Creating an ObsPack#
In this tutorial we’re going to demonstrate how you can create an obspack from the observation data stored within an object store.
At the moment this includes the data_types “surface” and “column” only with plans to expand this to all data types going forward.
Using the tutorial object store#
As in the initial tutorial, we will use the tutorial object store to avoid cluttering your personal object store.
from openghg.tutorial import use_tutorial_store
use_tutorial_store()
Now we’ll add some data to the tutorial store.
from openghg.tutorial import populate_surface_data
populate_surface_data()
1. Compiling the data#
At the moment the data is compiled from using search terms to find the data in the object store. This can either be suplied using an input search file or a DataFrame containing the search terms.
An example of an input search file would be:
where the column headings are the names of keys in the object store and an additional
obs_type
key is included in the header to describe the expected data within the obspack.
As with the get_obs_surface()
function, ranges of inlets can be specified.

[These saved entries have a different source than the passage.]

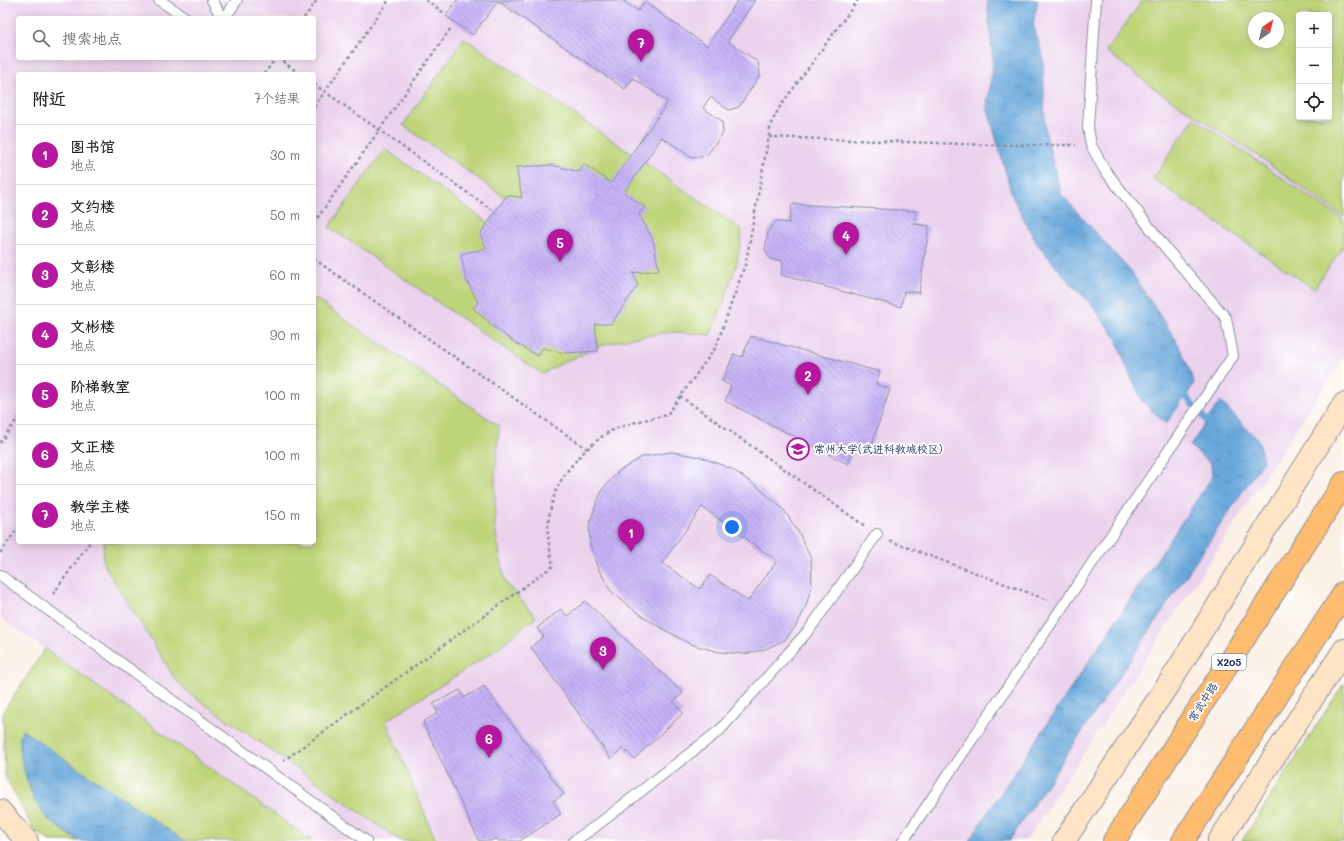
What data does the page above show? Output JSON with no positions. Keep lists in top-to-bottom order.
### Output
{
  "streets": {
    "main road": ["X205", "常武中路"]
  },
  "places": {
    "school or university": ["常州大学(武进科教城校区)"]
  },
  "north": "top right",
  "page": {
    "map_buttons": ["+", "−"],
    "search": "搜索地点",
    "pins": [
      "7",
      "4",
      "5",
      "2",
      "1",
      "3",
      "6"
    ],
    "heading": ["附近", "7个结果"],
    "list": [
      {
        "mark": "1",
        "name": "图书馆",
        "note": "地点",
        "value": "30 m"
      },
      {
        "mark": "2",
        "name": "文约楼",
        "note": "地点",
        "value": "50 m"
      },
      {
        "mark": "3",
        "name": "文彰楼",
        "note": "地点",
        "value": "60 m"
      },
      {
        "mark": "4",
        "name": "文彬楼",
        "note": "地点",
        "value": "90 m"
      },
      {
        "mark": "5",
        "name": "阶梯教室",
        "note": "地点",
        "value": "100 m"
      },
      {
        "mark": "6",
        "name": "文正楼",
        "note": "地点",
        "value": "100 m"
      },
      {
        "mark": "7",
        "name": "教学主楼",
        "note": "地点",
        "value": "150 m"
      }
    ]
  }
}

This is shown
in the third row of the file above to include the 50m-100m inlets for the Tacolneston site.
This will create a combined netcdf file containing multiple inlets
with the inlet set to “multiple” in the file naming convention.
Details of the accepted observation types can be found by using the define_obs_types() function:
from openghg.datapack import define_obs_types
define_obs_types()
If no obs_type
column is specified, it will be assumed that all data is the “surface-insitu” type.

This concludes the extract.